Mediatized Realities of Migrants in a Comparative Perspective: Media Use, Deservingness, and Threat Perceptions in the United States and Western Europe

Authors

  • David De Coninck Centre for Sociological Research, KU Leuven
  • Christine Ogan The Media School, School of Informatics, Computing and Engineering, Indiana University, Bloomington, IN, United States
  • Lars Willnat S.I. Newhouse School of Public Communications, Syracuse University, Syracuse, NY, United States
  • Leen d'Haenens Institute for Media Studies, KU Leuven

Keywords:

immigrants, refugees, Europe, United States, intergroup threat theory, media use, deservingness

Abstract

Whereas European countries received more than a million refugees in 2015 alone, the United States admitted just over a half million that year and only 25,782 in 2019, following limits placed by the Trump administration.
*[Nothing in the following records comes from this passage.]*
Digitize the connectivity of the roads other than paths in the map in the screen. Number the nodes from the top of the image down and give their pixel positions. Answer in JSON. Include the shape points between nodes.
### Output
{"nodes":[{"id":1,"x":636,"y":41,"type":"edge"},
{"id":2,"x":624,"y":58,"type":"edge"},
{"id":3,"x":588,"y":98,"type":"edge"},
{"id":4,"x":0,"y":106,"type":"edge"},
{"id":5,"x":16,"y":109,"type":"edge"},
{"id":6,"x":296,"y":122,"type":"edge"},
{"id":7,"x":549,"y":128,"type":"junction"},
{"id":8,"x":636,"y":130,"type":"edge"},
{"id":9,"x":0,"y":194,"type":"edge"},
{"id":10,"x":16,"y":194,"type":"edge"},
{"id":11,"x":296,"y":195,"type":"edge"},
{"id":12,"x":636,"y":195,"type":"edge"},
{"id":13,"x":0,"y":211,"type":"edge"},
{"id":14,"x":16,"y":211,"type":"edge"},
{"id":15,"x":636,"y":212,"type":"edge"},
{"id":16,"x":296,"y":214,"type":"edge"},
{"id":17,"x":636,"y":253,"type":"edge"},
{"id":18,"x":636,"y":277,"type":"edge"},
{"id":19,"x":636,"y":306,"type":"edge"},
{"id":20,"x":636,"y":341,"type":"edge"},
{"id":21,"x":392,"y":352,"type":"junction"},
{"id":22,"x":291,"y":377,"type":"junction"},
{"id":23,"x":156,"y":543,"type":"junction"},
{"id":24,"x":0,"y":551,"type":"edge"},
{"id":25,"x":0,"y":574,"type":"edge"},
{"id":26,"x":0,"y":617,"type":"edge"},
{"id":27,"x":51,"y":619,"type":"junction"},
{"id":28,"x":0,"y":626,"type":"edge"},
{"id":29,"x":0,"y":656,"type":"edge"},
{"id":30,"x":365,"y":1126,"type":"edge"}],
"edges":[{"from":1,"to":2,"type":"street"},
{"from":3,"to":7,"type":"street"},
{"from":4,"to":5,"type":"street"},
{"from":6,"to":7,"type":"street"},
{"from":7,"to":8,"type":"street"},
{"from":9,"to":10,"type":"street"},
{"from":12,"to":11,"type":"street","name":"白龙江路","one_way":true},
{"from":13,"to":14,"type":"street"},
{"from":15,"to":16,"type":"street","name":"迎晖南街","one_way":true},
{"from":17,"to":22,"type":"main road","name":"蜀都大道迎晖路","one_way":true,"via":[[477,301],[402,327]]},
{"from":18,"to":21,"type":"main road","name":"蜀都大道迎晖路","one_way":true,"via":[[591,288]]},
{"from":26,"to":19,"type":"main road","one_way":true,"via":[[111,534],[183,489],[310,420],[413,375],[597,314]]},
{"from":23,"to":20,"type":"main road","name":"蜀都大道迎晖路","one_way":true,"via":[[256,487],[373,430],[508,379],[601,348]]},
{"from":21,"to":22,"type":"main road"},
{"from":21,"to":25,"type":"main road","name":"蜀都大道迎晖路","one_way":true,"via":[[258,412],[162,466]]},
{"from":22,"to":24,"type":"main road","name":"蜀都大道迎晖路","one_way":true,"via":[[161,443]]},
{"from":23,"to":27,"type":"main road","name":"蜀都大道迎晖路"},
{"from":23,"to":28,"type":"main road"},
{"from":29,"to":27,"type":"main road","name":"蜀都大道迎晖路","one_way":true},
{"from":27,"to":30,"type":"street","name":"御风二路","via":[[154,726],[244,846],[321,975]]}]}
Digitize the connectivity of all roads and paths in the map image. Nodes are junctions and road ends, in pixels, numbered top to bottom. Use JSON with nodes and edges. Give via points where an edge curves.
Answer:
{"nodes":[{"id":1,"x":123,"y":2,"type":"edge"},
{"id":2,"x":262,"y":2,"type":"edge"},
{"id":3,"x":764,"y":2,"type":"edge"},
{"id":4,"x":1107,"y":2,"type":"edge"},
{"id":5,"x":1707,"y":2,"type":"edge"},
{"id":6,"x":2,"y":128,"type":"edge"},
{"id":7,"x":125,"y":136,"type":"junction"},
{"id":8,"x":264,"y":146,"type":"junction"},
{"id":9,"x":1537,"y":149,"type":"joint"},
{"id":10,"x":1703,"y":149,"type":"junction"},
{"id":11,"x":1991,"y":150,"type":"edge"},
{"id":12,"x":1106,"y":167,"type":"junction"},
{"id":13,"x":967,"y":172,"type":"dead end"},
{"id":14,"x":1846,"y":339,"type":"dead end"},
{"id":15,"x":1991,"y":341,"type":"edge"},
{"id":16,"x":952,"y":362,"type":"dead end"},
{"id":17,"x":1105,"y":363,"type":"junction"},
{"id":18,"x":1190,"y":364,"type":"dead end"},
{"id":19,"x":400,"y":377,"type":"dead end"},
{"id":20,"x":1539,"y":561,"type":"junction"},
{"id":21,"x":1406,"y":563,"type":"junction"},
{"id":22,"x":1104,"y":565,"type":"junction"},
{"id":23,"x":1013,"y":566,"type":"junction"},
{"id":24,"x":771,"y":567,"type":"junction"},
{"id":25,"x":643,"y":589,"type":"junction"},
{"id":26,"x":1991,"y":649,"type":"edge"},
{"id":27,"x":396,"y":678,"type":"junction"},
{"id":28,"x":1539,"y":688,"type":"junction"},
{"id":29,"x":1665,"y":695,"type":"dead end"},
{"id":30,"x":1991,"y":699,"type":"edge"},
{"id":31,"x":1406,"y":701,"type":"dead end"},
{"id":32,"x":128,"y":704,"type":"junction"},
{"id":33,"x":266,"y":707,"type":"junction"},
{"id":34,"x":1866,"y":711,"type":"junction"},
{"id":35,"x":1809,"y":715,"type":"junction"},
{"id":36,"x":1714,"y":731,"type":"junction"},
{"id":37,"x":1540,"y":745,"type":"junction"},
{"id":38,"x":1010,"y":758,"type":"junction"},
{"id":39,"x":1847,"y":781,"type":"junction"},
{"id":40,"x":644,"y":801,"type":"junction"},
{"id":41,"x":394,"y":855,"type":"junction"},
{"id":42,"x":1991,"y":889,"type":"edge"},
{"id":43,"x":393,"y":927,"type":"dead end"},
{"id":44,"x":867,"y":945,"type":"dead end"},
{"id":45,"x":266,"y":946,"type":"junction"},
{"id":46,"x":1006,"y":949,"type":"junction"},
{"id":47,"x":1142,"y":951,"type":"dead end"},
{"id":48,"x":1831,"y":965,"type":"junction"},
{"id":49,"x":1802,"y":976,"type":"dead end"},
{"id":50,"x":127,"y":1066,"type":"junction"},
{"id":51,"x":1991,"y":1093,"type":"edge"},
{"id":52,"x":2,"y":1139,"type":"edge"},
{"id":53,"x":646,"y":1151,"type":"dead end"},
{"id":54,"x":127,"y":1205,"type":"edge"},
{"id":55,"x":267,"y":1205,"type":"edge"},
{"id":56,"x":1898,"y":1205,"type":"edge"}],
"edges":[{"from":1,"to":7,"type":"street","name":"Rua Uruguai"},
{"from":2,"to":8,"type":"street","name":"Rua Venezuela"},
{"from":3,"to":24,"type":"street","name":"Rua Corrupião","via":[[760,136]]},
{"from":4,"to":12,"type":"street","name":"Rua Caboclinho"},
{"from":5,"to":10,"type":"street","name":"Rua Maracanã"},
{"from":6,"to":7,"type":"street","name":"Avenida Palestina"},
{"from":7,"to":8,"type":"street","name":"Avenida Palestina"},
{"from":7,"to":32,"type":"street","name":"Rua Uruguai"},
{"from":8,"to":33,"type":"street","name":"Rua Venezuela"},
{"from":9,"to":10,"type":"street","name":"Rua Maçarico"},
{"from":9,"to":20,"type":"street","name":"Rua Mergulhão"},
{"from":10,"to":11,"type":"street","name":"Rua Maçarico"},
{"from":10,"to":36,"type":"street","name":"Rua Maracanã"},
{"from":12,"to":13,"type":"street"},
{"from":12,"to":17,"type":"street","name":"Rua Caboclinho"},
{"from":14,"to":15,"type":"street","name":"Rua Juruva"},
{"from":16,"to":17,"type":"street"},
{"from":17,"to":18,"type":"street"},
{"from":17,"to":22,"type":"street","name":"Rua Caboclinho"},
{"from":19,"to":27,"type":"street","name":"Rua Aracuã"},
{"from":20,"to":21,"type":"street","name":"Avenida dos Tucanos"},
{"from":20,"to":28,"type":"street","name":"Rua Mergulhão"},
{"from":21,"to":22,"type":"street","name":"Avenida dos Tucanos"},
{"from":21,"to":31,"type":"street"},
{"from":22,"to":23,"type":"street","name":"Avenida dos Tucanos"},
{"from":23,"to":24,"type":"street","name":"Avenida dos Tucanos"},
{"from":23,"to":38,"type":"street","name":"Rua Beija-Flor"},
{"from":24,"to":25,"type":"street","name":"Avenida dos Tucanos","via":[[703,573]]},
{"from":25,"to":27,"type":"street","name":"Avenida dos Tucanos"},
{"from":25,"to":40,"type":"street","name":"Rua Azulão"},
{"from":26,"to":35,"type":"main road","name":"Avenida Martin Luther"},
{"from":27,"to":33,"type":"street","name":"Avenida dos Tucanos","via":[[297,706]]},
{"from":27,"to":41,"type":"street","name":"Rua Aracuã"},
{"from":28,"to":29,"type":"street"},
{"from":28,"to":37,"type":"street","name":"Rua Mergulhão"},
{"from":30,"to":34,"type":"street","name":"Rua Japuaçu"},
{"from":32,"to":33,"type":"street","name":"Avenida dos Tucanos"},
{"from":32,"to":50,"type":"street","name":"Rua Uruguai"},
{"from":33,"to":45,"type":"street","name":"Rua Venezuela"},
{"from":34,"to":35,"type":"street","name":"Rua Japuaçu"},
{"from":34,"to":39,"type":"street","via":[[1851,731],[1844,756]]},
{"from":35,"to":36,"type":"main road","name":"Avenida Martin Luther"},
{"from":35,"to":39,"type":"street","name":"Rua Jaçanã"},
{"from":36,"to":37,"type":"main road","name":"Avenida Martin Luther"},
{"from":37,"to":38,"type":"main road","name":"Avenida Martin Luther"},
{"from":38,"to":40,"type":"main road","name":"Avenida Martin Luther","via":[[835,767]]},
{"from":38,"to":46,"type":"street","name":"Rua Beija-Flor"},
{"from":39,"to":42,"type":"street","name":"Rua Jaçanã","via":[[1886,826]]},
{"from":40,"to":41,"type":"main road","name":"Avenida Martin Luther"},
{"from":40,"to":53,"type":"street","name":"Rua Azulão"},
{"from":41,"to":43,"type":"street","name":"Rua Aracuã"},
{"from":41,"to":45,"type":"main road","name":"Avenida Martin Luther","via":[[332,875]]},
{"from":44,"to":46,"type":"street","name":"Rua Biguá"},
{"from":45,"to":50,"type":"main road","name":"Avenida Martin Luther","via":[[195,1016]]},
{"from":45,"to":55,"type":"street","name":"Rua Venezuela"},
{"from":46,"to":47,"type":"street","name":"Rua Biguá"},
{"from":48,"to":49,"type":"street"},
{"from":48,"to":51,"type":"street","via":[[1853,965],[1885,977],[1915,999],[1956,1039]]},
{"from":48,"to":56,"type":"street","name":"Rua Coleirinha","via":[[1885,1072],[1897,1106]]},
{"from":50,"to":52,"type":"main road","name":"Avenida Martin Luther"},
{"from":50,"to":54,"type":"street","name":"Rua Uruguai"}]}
The rhetoric surrounding the alleged dangers migrants pose pushed the issue to the front of the political agenda in Europe and the United States, resulting in significant shifts in public opinion. Based on five similar surveys conducted in four European countries (N = 6,000) and in the United States (N = 1,031), this study focuses on how perceptions of migrant deservingness might be affected by television news exposure and perceived threat. The findings indicate that in Europe, exposure to public news is associated with lower threat perceptions and greater deservingness, whereas exposure to commercial news is associated with higher threat perceptions and lower deservingness. In the United States, exposure to CNN is associated with lower threat perceptions and greater deservingness, but exposure to Fox News is associated with greater threat perceptions and lower deservingness. The study also found that realistic threat plays a greater role than symbolic threat in lowering public perceptions of deservingness in the United States, whereas the reverse is true in Europe.

Author Biographies

David De Coninck, Centre for Sociological Research, KU Leuven

ORCID-id: 0000-0003-3831-266XDavid De Coninck is a PhD student at the research group Family & Population Studies (FaPOS) at the University of Leuven. He holds a Master’s degree in Sociology from the University of Antwerp. His current research focuses on the association between public opinion on immigrants and refugees and news media consumption and trust. In this regard, he works on the IM²MEDIATE and FRIENDS projects in which data on attitudes, media consumption, and intergroup contact was collected amongst the adult population in Belgium, Sweden, France, and the Netherlands.

Christine Ogan, The Media School, School of Informatics, Computing and Engineering, Indiana University, Bloomington, IN, United States

Christine Ogan is Professor Emerita from the Media School and the School of Informatics, Computing and Engineering at Indiana University.  She is also adjunct professor at the University of Florida's Warrington College of Business where she teaches a graduate class in intercultural communication.  She has been researching issues related to media and migration for the last 20 years, and has published numerous articles and book chapters, and one book focused on the Turkish diaspora in the Netherlands, Belgium and Germany.  Her teaching and research incorporate the use of social media, social networks and traditional media in that work. 

Lars Willnat, S.I. Newhouse School of Public Communications, Syracuse University, Syracuse, NY, United States

Lars Willnat (Ph.D., Indiana University, 1992) is the John Ben Snow Research Professor in the S. I. Newhouse School of Public Communications at Syracuse University. His research focuses on journalism studies, political communication, and comparative survey research.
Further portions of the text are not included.